For our articles, we’re interested in the item tags. Whilst we may use some of the other data in our actual integration to populate content around the articles on the website, they‘re not the focus of this specific guide.

Reading the RSS feed from Medium

First, we need to read the RSS feed from Medium. There’s two formats you can use:

  1. https://[username].medium.com/feed
  2. https://medium.com/@[username]/feed

We’ll assume there’s an ACF URL field set-up for the specific page with the field key medium_rss_feed.

$xml = simplexml_load_string(
file_get_contents(
get_field('medium_rss_feed') // https://ascend-agency.medium.com/feed
)
);

In reality, this would probably be in an Option page or set in a global space so that it only needs to be defined once. The call then would look something like get_field('medium_rss_feed', 'option') but since Option pages aren’t included in the free version of ACF, we’ve omitted that from the example.

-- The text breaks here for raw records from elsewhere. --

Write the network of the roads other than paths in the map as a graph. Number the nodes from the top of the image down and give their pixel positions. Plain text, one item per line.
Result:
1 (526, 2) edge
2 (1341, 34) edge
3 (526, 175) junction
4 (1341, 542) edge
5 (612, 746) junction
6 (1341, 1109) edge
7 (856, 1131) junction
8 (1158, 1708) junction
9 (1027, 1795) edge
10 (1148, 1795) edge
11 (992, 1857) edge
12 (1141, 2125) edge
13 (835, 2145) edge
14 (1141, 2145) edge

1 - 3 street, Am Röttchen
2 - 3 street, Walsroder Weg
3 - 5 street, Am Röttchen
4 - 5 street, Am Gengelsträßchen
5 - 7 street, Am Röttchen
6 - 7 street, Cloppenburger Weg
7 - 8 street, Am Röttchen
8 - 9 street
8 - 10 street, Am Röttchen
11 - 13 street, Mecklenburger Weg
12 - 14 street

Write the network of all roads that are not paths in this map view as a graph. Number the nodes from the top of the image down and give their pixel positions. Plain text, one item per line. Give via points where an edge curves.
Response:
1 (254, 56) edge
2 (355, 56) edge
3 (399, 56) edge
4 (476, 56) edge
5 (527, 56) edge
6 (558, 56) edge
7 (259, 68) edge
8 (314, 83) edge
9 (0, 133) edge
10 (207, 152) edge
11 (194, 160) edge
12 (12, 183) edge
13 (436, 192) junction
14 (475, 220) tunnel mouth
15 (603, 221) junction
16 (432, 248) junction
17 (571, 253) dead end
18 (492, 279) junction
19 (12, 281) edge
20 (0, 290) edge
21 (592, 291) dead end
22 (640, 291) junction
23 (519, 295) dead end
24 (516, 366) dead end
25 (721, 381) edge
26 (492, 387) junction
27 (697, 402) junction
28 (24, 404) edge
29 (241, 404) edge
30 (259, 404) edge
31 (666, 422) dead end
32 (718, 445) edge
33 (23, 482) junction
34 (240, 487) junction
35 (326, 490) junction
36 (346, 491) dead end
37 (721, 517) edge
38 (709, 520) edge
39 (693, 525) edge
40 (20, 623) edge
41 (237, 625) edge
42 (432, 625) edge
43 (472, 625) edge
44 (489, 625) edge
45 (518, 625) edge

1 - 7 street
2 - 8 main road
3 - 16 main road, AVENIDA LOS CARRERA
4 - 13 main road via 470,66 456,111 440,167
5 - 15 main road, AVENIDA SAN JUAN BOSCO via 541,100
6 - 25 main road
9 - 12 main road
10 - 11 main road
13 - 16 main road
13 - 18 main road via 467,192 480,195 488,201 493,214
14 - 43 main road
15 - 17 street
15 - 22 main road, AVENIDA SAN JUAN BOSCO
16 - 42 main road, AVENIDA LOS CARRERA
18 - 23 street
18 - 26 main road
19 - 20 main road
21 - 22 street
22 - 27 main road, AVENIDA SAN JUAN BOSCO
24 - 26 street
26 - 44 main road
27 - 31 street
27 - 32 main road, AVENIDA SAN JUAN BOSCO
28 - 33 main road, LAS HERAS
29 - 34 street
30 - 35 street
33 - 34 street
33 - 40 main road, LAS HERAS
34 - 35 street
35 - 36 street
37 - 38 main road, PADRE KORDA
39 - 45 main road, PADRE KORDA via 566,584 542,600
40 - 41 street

Looping through the response

Looping through the data we get back in return couldn't be easier. You can test how successful you’ve been in your quest so far with the below code, which would output the title of the articles retrieved.

foreach($xml->channel->item as $item) {
echo (string) $item->title . "<br />";
}

Once you know it’s working, your can start to create a more meaningful output with the data you’ve got. We will of course want to link off to the article by calling the $item->link attribute and we even want to make use of the tags by looping through the $item->category values we have been given for each article.

First though, let’s focus on getting content as you’ll notice its naming structure is different in the response.

Namespacing response attributes

In the SimpleXML representation of XML, if an element or attribute name contains characters like colons (:) which aren't valid in PHP variable names, we can opt to use the array-style syntax to access them instead.

Given that content:encoded is the element in the RSS feed's <item>, you would be forgiven for believing you could retrieve its value like this:

foreach($xml->channel->items as $item) {

...

$item->{'content:encoded'};
}

However, this didn’t play ball for us. Why? Well, {'content:encoded'} returning an empty value could have been for several reasons. To save you the time though, the actual reason was due to namespacing.

RSS feeds often use namespaces — especially when they make use of custom tags that not standard to RSS.

To overcome this issue, we introduced the following code block after reading the XML string.

$namespaces = $xml->getNamespaces(true);
foreach ($namespaces as $prefix => $ns) {
$xml->registerXPathNamespace($prefix, $ns);
}

How does this affect how we access the content:encoded attribute?

foreach($xml->channel->items as $item) {

...

$encodedContent = (string) $item->children($namespaces['content'])->encoded;
}

Voila. We now have the content we’ve been craving.

Accessing featured images

We put all our featured images in Medium at the top of our articles, which is what the below PHP code has been tested for. If you have your desired featured article elsewhere, you may need to play around with some of the logic to get it work how you want.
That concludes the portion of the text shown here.